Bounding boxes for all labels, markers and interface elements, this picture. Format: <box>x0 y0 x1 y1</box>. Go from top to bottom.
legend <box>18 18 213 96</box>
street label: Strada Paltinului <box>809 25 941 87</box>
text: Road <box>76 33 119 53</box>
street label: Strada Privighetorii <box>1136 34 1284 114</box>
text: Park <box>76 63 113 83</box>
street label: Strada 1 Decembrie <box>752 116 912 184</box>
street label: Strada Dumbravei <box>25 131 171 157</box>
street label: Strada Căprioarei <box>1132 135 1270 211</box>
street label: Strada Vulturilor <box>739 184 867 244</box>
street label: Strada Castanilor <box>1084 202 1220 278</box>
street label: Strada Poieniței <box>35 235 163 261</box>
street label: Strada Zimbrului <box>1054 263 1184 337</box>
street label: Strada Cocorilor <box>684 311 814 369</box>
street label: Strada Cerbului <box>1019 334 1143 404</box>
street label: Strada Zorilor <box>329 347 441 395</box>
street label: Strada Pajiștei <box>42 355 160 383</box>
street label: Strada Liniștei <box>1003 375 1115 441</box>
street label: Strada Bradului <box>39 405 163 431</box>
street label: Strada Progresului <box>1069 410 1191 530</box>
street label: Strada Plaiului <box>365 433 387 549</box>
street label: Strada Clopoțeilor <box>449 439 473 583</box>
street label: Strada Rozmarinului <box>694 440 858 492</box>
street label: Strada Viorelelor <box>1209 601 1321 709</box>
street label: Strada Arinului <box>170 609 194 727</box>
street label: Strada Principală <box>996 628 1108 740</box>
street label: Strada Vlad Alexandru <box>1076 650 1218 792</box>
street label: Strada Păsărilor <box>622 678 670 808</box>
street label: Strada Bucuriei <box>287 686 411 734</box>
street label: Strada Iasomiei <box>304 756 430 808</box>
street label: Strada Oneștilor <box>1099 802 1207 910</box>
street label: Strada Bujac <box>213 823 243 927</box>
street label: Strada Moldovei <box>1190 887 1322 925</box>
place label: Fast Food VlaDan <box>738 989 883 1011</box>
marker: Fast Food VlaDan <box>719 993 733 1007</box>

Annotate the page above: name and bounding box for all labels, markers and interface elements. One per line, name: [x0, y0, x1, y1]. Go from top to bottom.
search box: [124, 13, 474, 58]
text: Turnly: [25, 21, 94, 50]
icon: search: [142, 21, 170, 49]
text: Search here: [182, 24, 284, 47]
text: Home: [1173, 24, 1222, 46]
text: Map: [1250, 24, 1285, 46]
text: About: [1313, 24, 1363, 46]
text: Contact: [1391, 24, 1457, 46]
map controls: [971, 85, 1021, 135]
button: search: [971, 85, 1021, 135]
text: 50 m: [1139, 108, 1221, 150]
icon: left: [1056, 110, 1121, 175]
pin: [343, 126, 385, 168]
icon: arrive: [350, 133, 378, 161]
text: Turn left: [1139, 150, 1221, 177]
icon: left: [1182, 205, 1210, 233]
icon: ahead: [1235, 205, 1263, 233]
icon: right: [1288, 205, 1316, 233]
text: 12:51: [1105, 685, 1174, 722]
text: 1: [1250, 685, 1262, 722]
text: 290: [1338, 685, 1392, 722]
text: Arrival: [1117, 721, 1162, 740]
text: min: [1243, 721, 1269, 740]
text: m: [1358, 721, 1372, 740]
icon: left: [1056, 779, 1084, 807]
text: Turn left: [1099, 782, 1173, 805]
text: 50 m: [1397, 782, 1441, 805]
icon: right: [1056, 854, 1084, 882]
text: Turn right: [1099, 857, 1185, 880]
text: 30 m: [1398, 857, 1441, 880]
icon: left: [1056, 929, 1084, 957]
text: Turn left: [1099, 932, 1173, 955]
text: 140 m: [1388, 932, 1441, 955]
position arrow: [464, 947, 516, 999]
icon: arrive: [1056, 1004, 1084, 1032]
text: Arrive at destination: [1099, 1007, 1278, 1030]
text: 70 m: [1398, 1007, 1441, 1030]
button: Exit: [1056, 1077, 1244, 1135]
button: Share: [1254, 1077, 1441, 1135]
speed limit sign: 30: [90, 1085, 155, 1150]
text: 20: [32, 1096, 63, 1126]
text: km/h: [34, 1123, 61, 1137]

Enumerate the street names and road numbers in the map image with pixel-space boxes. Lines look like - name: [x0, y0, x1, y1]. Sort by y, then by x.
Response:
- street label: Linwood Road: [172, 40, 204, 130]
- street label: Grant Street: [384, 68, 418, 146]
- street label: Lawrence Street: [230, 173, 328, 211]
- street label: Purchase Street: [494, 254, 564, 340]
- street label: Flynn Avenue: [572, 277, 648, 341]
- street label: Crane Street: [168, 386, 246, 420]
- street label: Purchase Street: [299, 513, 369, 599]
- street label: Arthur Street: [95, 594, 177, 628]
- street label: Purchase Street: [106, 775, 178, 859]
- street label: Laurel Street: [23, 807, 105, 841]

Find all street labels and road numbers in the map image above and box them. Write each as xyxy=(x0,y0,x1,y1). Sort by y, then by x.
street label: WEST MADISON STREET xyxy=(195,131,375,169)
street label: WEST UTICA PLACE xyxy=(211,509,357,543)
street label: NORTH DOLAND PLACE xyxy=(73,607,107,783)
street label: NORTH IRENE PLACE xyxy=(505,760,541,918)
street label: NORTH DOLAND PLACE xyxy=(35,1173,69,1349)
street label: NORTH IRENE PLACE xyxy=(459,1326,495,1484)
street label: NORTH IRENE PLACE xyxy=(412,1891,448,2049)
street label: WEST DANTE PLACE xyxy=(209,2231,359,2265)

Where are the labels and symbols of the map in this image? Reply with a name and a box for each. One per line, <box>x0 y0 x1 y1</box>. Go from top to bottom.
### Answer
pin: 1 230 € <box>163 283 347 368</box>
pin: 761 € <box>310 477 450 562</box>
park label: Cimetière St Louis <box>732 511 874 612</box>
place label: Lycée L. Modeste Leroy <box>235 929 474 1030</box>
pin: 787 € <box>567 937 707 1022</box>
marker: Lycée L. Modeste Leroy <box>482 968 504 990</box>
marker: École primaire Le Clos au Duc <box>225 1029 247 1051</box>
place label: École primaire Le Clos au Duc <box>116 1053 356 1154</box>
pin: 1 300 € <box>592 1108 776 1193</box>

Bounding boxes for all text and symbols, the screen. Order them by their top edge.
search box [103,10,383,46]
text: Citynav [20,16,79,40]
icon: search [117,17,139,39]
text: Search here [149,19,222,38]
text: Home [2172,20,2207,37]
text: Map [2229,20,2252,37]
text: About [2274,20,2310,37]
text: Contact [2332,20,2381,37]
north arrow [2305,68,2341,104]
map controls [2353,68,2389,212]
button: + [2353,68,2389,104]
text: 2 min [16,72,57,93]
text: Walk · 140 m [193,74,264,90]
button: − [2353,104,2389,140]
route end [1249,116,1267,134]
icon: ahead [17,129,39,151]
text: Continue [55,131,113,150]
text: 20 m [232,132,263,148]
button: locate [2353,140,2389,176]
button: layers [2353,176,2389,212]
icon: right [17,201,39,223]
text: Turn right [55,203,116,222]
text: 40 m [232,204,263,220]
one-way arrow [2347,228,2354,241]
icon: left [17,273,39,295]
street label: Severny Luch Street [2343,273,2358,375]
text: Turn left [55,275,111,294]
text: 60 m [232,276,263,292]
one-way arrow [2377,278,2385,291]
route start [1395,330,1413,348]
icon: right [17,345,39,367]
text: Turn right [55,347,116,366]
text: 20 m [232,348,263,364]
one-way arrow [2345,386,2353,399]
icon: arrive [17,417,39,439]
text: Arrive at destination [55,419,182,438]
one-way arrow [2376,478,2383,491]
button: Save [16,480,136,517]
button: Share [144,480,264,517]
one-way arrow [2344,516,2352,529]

◆ **About this task**
Look through the listing and return each line containing the word "boxes".

◆ **Written response**
Bounding boxes for all labels, markers and interface elements, this picture. Format: <box>x0 y0 x1 y1</box>. Go from top to bottom.
Enumerate the street names and road numbers in the map image with pixel-space boxes. Lines look like - name: [x0, y0, x1, y1]. Sort by y, then by x.
Bounding boxes for all text and symbols, the screen. Order them by their top edge.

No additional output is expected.